Hyperexpression of the gene for a Bacillus α-amylase in Bacillus subtilis cells:: Enzymatic properties and crystallization of the recombinant enzyme

We have constructed a new excretion vector, pHSP64, to develop a hyperexcretion system for Bacillus subtilis [Sumitomo et al., Biosci, Biotech, Biochem., 59, 2172-2175 (1995)]. The structural gene for a novel liquefying semi-alkaline alpha-amylase from the alkaliphilic Bacillus sp, KSM-1378 was amplified by PCR, It was cloned into a Sal I-SmaI site of pHSP64 and the recombinant plasmid obtained was introduced into B. subtilis.
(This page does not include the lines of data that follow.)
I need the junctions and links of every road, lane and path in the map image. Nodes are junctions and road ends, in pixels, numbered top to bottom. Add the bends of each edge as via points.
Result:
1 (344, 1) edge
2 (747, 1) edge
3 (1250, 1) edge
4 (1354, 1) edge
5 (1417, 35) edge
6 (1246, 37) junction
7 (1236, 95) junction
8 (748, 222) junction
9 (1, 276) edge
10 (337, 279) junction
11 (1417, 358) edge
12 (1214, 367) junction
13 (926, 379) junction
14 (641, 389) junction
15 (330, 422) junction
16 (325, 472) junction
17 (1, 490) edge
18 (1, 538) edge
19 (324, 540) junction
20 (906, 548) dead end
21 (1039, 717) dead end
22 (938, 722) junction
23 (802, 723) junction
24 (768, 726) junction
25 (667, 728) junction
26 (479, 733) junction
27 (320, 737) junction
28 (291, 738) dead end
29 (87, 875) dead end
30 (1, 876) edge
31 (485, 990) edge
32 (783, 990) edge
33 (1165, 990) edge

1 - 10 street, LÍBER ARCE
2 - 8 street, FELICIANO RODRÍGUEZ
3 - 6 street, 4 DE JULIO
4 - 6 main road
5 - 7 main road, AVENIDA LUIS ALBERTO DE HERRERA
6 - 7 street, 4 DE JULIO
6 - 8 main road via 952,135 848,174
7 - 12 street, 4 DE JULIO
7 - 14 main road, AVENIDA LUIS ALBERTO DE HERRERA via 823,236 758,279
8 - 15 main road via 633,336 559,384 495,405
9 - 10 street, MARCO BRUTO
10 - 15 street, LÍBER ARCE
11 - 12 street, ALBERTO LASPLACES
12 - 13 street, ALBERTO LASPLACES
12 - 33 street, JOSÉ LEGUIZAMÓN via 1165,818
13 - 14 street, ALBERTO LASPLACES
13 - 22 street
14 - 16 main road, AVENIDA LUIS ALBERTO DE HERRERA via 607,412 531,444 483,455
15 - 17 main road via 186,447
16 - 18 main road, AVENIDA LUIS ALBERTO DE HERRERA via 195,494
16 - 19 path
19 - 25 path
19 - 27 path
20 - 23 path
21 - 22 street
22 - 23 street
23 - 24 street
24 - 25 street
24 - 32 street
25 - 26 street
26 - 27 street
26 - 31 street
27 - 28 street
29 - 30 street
The transformed B. subtilis hyperproduced the alpha-amylase activity extracellularly, corresponding to approximately 1.0 g (5 x 10(6) units) per liter of an optimized liquid culture. The recombinant enzyme was purified to homogeneity by a simple purification procedure with very high yield. No significant differences in physicochemical and catalytic properties were observed between the recombinant enzyme and the native enzyme produced by Bacillus sp. KSM-1378, The enzymatic properties of the recombinant enzyme were further examined with respect to the responses to various metal ions. The recombinant enzyme could easily be crystallized at room temperature within one day in a buffered solution of 10% (w/v) ammonium sulfate (pH 6.5).